» **EXERCISE DETAILS**
Copy every record exactly, leaving the pictures out.

» **ENTRIES SUPPLIED**

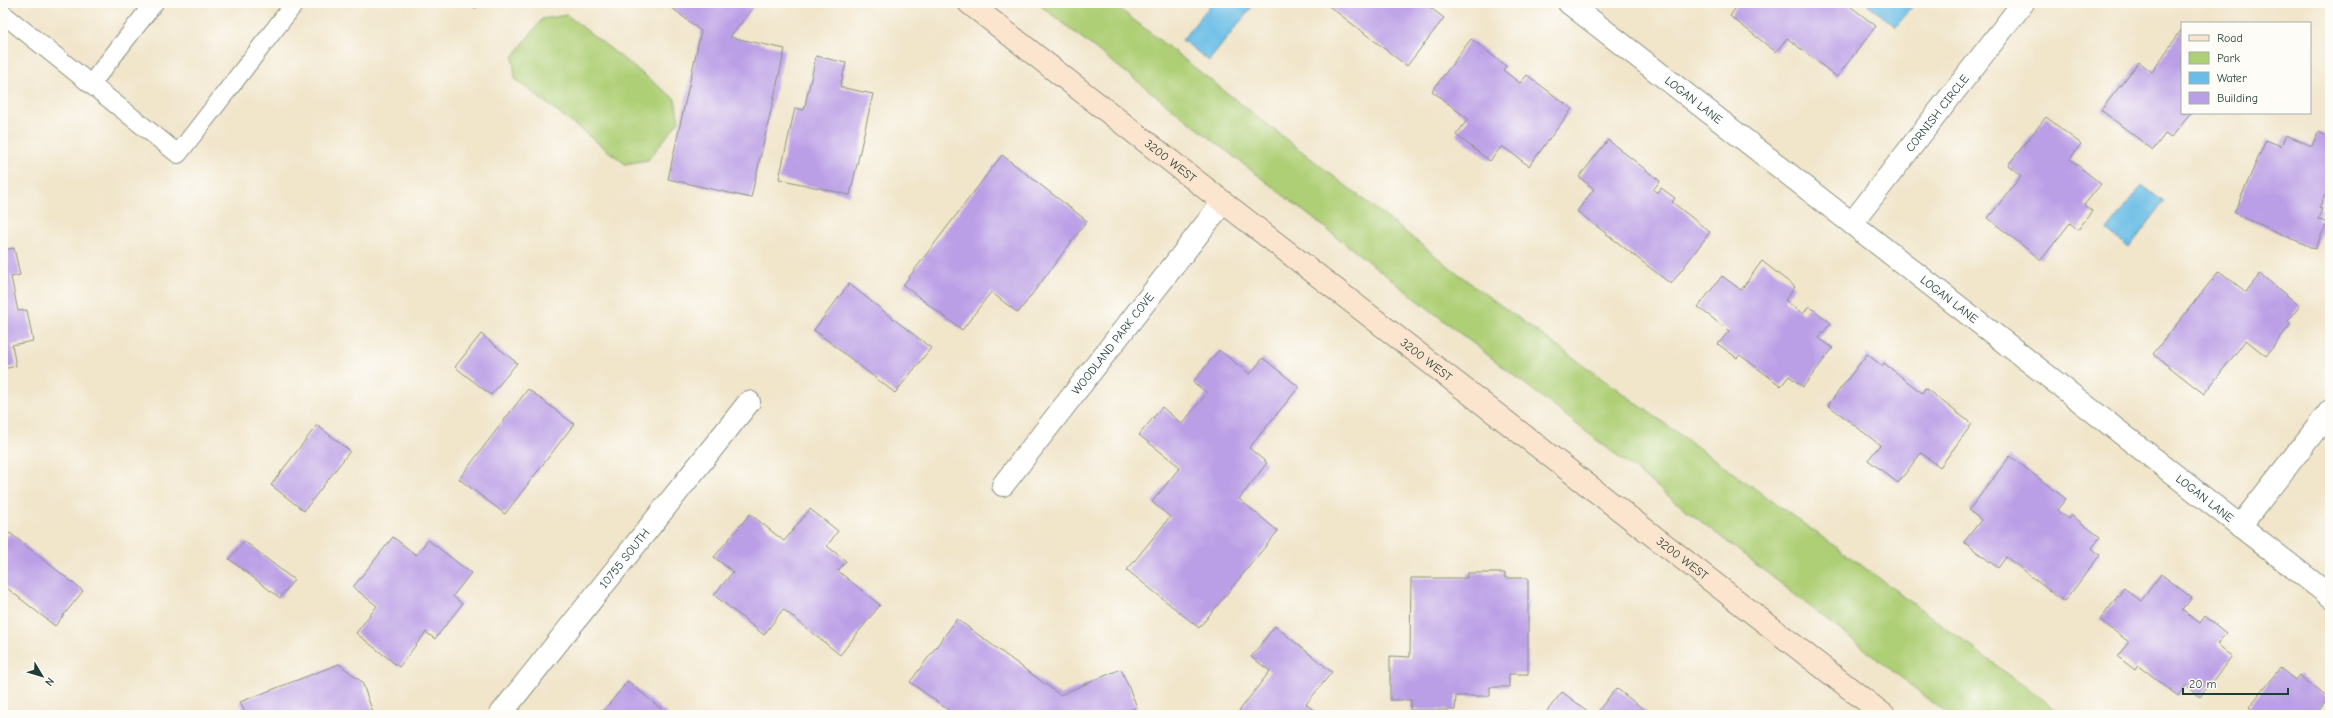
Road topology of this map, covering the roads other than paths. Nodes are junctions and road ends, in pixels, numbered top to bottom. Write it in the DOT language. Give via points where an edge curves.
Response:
graph roads {
  1 [pos="154,3"];
  2 [pos="295,3"];
  3 [pos="969,3"];
  4 [pos="1569,3"];
  5 [pos="2023,3"];
  6 [pos="3,14"];
  7 [pos="91,84"];
  8 [pos="1223,202"];
  9 [pos="1852,223"];
  10 [pos="748,402"];
  11 [pos="2330,411"];
  12 [pos="1003,485"];
  13 [pos="2240,526"];
  14 [pos="2330,596"];
  15 [pos="500,715"];
  16 [pos="1884,715"];
  1 -- 7 [label="lane"];
  2 -- 7 [label="lane" via="178,154"];
  3 -- 8 [label="street, 3200 WEST"];
  4 -- 9 [label="street, LOGAN LANE"];
  5 -- 9 [label="street, CORNISH CIRCLE"];
  6 -- 7 [label="lane"];
  8 -- 12 [label="street, WOODLAND PARK COVE"];
  8 -- 16 [label="street, 3200 WEST"];
  9 -- 13 [label="street, LOGAN LANE"];
  10 -- 15 [label="street, 10755 SOUTH"];
  11 -- 13 [label="street"];
  13 -- 14 [label="street, LOGAN LANE"];
}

» **SOLVED EXERCISE**
Road topology of this map, covering the roads other than paths. Nodes are junctions and road ends, in pixels, numbered top to bottom. Write it in the DOT language. Give via points where an edge curves.
Response:
graph roads {
  1 [pos="154,3"];
  2 [pos="295,3"];
  3 [pos="969,3"];
  4 [pos="1569,3"];
  5 [pos="2023,3"];
  6 [pos="3,14"];
  7 [pos="91,84"];
  8 [pos="1223,202"];
  9 [pos="1852,223"];
  10 [pos="748,402"];
  11 [pos="2330,411"];
  12 [pos="1003,485"];
  13 [pos="2240,526"];
  14 [pos="2330,596"];
  15 [pos="500,715"];
  16 [pos="1884,715"];
  1 -- 7 [label="lane"];
  2 -- 7 [label="lane" via="178,154"];
  3 -- 8 [label="street, 3200 WEST"];
  4 -- 9 [label="street, LOGAN LANE"];
  5 -- 9 [label="street, CORNISH CIRCLE"];
  6 -- 7 [label="lane"];
  8 -- 12 [label="street, WOODLAND PARK COVE"];
  8 -- 16 [label="street, 3200 WEST"];
  9 -- 13 [label="street, LOGAN LANE"];
  10 -- 15 [label="street, 10755 SOUTH"];
  11 -- 13 [label="street"];
  13 -- 14 [label="street, LOGAN LANE"];
}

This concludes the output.